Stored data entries
○ ○ ○ ○
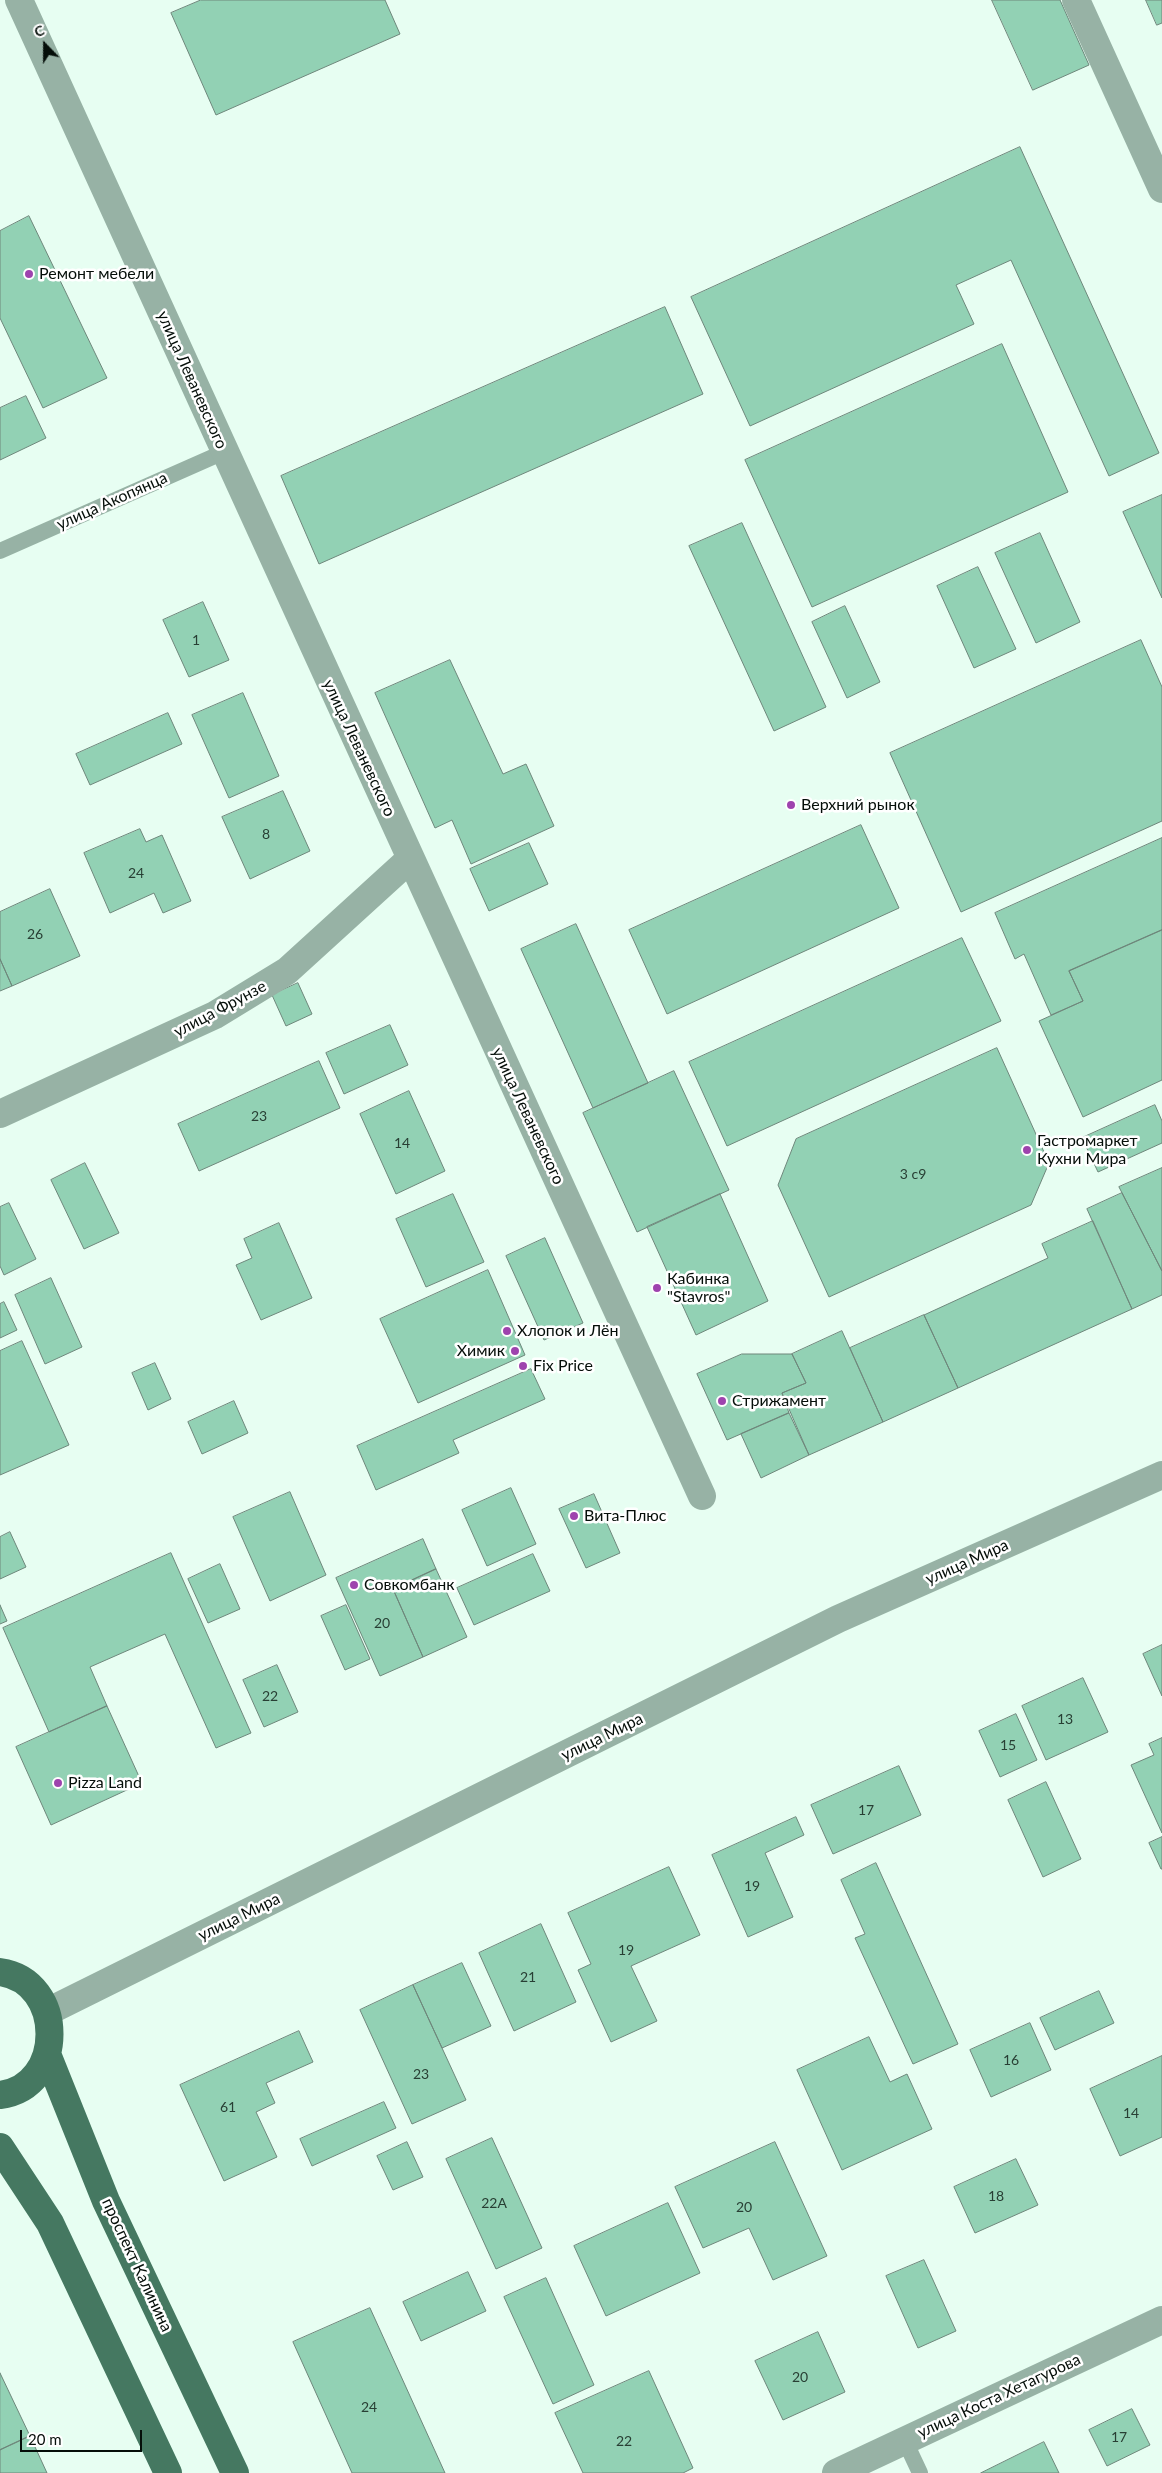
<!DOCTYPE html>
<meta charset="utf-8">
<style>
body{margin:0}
#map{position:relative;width:1162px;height:2473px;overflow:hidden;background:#e7fef2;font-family:Lato,sans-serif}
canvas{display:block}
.north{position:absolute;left:20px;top:20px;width:50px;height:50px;-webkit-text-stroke:4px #fff;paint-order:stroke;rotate:338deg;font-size:14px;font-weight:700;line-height:20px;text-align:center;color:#050e09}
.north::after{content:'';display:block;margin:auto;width:18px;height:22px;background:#050e09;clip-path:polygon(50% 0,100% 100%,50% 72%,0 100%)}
.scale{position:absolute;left:20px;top:2430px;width:122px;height:22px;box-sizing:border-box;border:2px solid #050e09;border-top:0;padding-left:6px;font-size:15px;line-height:18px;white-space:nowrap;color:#050e09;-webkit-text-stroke:4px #fff;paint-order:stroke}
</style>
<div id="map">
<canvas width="1162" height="2473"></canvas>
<div class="north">С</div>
<div class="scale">20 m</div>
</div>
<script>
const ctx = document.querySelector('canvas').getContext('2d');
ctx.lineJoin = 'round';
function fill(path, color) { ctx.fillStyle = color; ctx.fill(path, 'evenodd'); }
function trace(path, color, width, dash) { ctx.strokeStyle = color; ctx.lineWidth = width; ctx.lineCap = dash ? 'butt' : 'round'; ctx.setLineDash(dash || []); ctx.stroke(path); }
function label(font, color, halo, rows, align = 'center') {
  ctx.font = font + ' Lato,sans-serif'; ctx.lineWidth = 5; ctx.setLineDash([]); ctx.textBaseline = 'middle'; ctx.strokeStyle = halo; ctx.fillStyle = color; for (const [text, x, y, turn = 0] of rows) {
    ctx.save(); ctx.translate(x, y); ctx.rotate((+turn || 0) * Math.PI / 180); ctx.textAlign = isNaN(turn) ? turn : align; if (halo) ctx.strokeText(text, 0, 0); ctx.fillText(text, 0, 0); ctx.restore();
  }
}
const building = new Path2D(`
 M 201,0 L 385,0 L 400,34 L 216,115 L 171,13 Z
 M 992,0 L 1060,0 L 1089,65 L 1033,90 Z
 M 1146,0 L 1162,0 L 1162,23 L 1157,25 Z
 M 1020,147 L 1159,453 L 1109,476 L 1011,260 L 956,285 L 974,324 L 750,426 L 691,297 Z
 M 29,216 L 107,378 L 43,408 L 0,318 L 0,231 Z
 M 665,307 L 703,394 L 319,564 L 281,476 Z
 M 1002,344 L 1068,492 L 812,607 L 745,460 Z
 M 26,396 L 46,438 L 0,460 L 0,408 Z
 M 1162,495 L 1162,598 L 1123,512 Z
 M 742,523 L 826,707 L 774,731 L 689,546 Z
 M 1040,533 L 1080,622 L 1036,643 L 995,553 Z
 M 978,567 L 1016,649 L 974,668 L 937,586 Z
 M 203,602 L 229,660 L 189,677 L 163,620 Z
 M 845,606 L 880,682 L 847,698 L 812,622 Z
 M 1141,640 L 1162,687 L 1162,821 L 961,912 L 890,753 Z
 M 450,660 L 503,774 L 526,764 L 554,826 L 471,864 L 452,820 L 435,828 L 375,693 Z
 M 243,693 L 279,776 L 229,798 L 192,715 Z
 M 168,713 L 182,744 L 90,785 L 76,754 Z
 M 283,791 L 310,851 L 250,879 L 222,817 Z
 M 861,825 L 899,908 L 667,1014 L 629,930 Z
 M 140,829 L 146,842 L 162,835 L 191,901 L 163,913 L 154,893 L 110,913 L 84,853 Z
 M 1162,838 L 1162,930 L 1069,971 L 1083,1001 L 1051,1015 L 1024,954 L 1015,959 L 995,913 Z
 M 529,843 L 548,884 L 489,911 L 470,869 Z
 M 50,889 L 80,956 L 12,986 L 0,959 L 0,912 Z
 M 576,924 L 648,1083 L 593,1108 L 521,949 Z
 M 1162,930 L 1162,1080 L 1083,1117 L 1039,1021 L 1083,1001 L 1069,971 Z
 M 962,938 L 1001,1021 L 727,1146 L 689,1062 Z
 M 0,959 L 12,986 L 0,991 Z
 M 298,983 L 312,1014 L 286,1026 L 272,995 Z
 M 390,1025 L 408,1065 L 344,1094 L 326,1053 Z
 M 997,1048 L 1049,1163 L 1031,1205 L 829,1297 L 778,1185 L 796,1139 Z
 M 319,1061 L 340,1108 L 199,1171 L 178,1124 Z
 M 674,1071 L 729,1190 L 637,1232 L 583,1113 Z
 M 409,1091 L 445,1171 L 396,1194 L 360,1114 Z
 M 1155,1105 L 1162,1121 L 1162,1143 L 1098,1172 L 1082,1138 Z
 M 85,1163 L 119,1233 L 84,1249 L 51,1180 Z
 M 1162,1168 L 1162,1271 L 1119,1187 Z
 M 1122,1193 L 1162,1271 L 1162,1295 L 1132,1309 L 1087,1209 Z
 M 453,1194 L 484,1262 L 426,1287 L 396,1219 Z
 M 720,1194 L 768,1301 L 696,1335 L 647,1227 Z
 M 9,1203 L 36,1259 L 4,1275 L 0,1266 L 0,1207 Z
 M 1093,1221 L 1132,1309 L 958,1388 L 924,1315 L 1048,1258 L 1042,1244 Z
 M 279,1223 L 312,1298 L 261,1320 L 236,1265 L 252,1258 L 244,1239 Z
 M 545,1238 L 583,1323 L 544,1340 L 506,1256 Z
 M 488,1270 L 525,1355 L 418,1403 L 380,1319 Z
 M 51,1278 L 82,1347 L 45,1364 L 15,1295 Z
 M 4,1302 L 17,1330 L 0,1338 L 0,1304 Z
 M 924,1315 L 958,1388 L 883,1422 L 850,1348 Z
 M 842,1331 L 883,1422 L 809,1455 L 782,1393 L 806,1383 L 792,1354 Z
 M 22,1341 L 69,1445 L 0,1475 L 0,1351 Z
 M 742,1354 L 792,1354 L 806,1383 L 782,1393 L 789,1413 L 727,1440 L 697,1374 Z
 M 155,1363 L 171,1399 L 148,1410 L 132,1373 Z
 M 531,1369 L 545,1399 L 453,1440 L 459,1453 L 376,1490 L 357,1446 Z
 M 234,1401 L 248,1433 L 202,1454 L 188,1422 Z
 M 789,1413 L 809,1455 L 761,1478 L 741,1434 Z
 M 511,1488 L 536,1544 L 487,1566 L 462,1510 Z
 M 290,1492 L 326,1575 L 270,1601 L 233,1517 Z
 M 594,1494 L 620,1553 L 586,1568 L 559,1509 Z
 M 10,1532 L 26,1567 L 0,1579 L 0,1537 Z
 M 423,1539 L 436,1569 L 393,1589 L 423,1657 L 380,1676 L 336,1578 Z
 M 171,1553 L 251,1733 L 216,1748 L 165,1634 L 90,1667 L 107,1706 L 49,1732 L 3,1628 Z
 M 533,1554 L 550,1591 L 474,1625 L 457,1588 Z
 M 220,1564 L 240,1609 L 208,1623 L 188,1579 Z
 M 436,1569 L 467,1637 L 423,1657 L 393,1589 Z
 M 0,1605 L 7,1621 L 0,1624 Z
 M 346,1605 L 370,1659 L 345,1670 L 321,1616 Z
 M 1162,1645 L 1162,1696 L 1143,1654 Z
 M 277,1665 L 298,1712 L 264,1727 L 243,1680 Z
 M 1083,1678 L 1108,1732 L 1046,1760 L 1022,1706 Z
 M 107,1706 L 142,1783 L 51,1825 L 16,1747 Z
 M 1016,1714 L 1037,1760 L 1000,1777 L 979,1731 Z
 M 1162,1738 L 1162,1833 L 1131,1765 L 1154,1755 L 1149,1744 Z
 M 899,1766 L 921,1815 L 833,1854 L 811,1805 Z
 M 1046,1782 L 1081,1859 L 1043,1877 L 1008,1800 Z
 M 796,1817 L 804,1835 L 765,1853 L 793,1917 L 748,1937 L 712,1855 Z
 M 1162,1837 L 1162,1869 L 1161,1869 L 1149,1843 Z
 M 876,1863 L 958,2044 L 913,2064 L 855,1938 L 865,1934 L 841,1880 Z
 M 669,1867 L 700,1935 L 631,1966 L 657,2021 L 611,2042 L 578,1970 L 591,1964 L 568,1913 Z
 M 541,1924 L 576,2002 L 514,2031 L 479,1953 Z
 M 462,1963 L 491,2026 L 442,2048 L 413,1985 Z
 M 413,1985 L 466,2100 L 412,2124 L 360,2010 Z
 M 1099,1991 L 1114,2023 L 1055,2050 L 1040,2018 Z
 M 1030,2023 L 1051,2070 L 991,2097 L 970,2050 Z
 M 299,2031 L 313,2062 L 266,2083 L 275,2103 L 256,2112 L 277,2157 L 224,2181 L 180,2085 Z
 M 869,2037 L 890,2082 L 907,2074 L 932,2129 L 842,2170 L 797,2070 Z
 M 1162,2056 L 1162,2137 L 1120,2156 L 1090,2089 Z
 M 384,2102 L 396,2128 L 312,2166 L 300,2139 Z
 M 492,2138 L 542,2248 L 496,2269 L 446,2159 Z
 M 407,2142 L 423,2177 L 393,2190 L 377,2156 Z
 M 775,2142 L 827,2256 L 773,2280 L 749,2228 L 703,2248 L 675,2187 Z
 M 1016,2159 L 1038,2205 L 975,2233 L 954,2187 Z
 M 668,2203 L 700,2273 L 606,2316 L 574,2246 Z
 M 924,2260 L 956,2331 L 918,2348 L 886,2276 Z
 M 468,2272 L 486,2311 L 421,2341 L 403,2302 Z
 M 546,2278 L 594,2385 L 553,2404 L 504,2297 Z
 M 370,2308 L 445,2473 L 352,2473 L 293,2342 Z
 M 818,2332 L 845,2392 L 783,2420 L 755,2361 Z
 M 649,2371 L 693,2468 L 683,2473 L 583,2473 L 555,2413 Z
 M 0,2373 L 30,2436 L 0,2450 Z
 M 1132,2409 L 1150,2445 L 1107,2466 L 1089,2430 Z
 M 30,2436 L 47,2473 L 0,2473 L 0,2450 Z
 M 1044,2442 L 1059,2473 L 981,2473 Z`);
const lane = new Path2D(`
 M 0,551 L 224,452
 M 905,2441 L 920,2473`);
const street = new Path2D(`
 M 19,0 L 702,1496
 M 1076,0 L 1162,189
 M 0,1114 L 215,1015 L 287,971 L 410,859
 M 47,2012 L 838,1619 L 1162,1475
 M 836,2473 L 1162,2320`);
const primary = new Path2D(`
 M 0,1972 C 66,1981 66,2087 0,2095
 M 47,2054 L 106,2201 L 235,2473
 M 0,2147 L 50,2223 L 168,2473`);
const markers = [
 [29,274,5,"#9e43ae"],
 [791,805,5,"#9e43ae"],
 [1027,1150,5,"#9e43ae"],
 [657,1288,5,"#9e43ae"],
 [507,1331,5,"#9e43ae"],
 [515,1351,5,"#9e43ae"],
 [523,1366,5,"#9e43ae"],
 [722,1401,5,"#9e43ae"],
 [574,1516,5,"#9e43ae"],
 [354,1585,5,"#9e43ae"],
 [58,1783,5,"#9e43ae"]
];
const numberNames = [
 ["1",196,640],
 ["8",266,834],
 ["24",136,873],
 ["26",35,934],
 ["23",259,1116],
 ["14",402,1143],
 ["3 с9",913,1174],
 ["20",382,1623],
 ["22",270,1696],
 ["13",1065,1719],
 ["15",1008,1745],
 ["17",866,1810],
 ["19",752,1886],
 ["19",626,1950],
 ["21",528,1977],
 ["16",1011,2060],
 ["23",421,2074],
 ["61",228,2107],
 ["14",1131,2113],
 ["18",996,2196],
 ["22А",494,2203],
 ["20",744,2207],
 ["20",800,2377],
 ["24",369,2407],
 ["17",1119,2437],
 ["22",624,2441]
];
const poiNames = [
 ["Ремонт мебели",39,274],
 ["Верхний рынок",801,805],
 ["Гастромаркет",1037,1141],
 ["Кухни Мира",1037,1159],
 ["Кабинка",667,1279],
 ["\"Stavros\"",667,1297],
 ["Хлопок и Лён",517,1331],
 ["Химик",505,1351,"right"],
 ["Fix Price",533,1366],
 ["Стрижамент",732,1401],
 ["Вита-Плюс",584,1516],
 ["Совкомбанк",364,1585],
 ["Pizza Land",68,1783]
];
const streetNames = [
 ["улица Леваневского",192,380,66],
 ["улица Акопянца",112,501,-24],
 ["улица Леваневского",359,748,65],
 ["улица Фрунзе",220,1009,-28],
 ["улица Леваневского",528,1116,65],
 ["улица Мира",967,1562,-24],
 ["улица Мира",602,1737,-26],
 ["улица Мира",239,1917,-26],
 ["проспект Калинина",137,2265,65],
 ["улица Коста Хетагурова",999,2396,-25]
];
fill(building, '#92d1b4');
trace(building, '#6e877b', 1);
trace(lane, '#97b2a5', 16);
trace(street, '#97b2a5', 28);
trace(primary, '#457861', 28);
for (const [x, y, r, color] of markers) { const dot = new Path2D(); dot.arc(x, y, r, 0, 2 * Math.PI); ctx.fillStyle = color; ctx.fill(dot); trace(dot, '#fff', 2); }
label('14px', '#283f34', null, numberNames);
label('16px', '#050e09', '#fff', poiNames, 'left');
label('16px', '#050e09', '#fff', streetNames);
</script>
○ ○ ○ ○
> **ACTION ITEM**: Please state how many lines in the entries include the string "setLineDash", giving no more than the number.

> **SOLUTION**: 2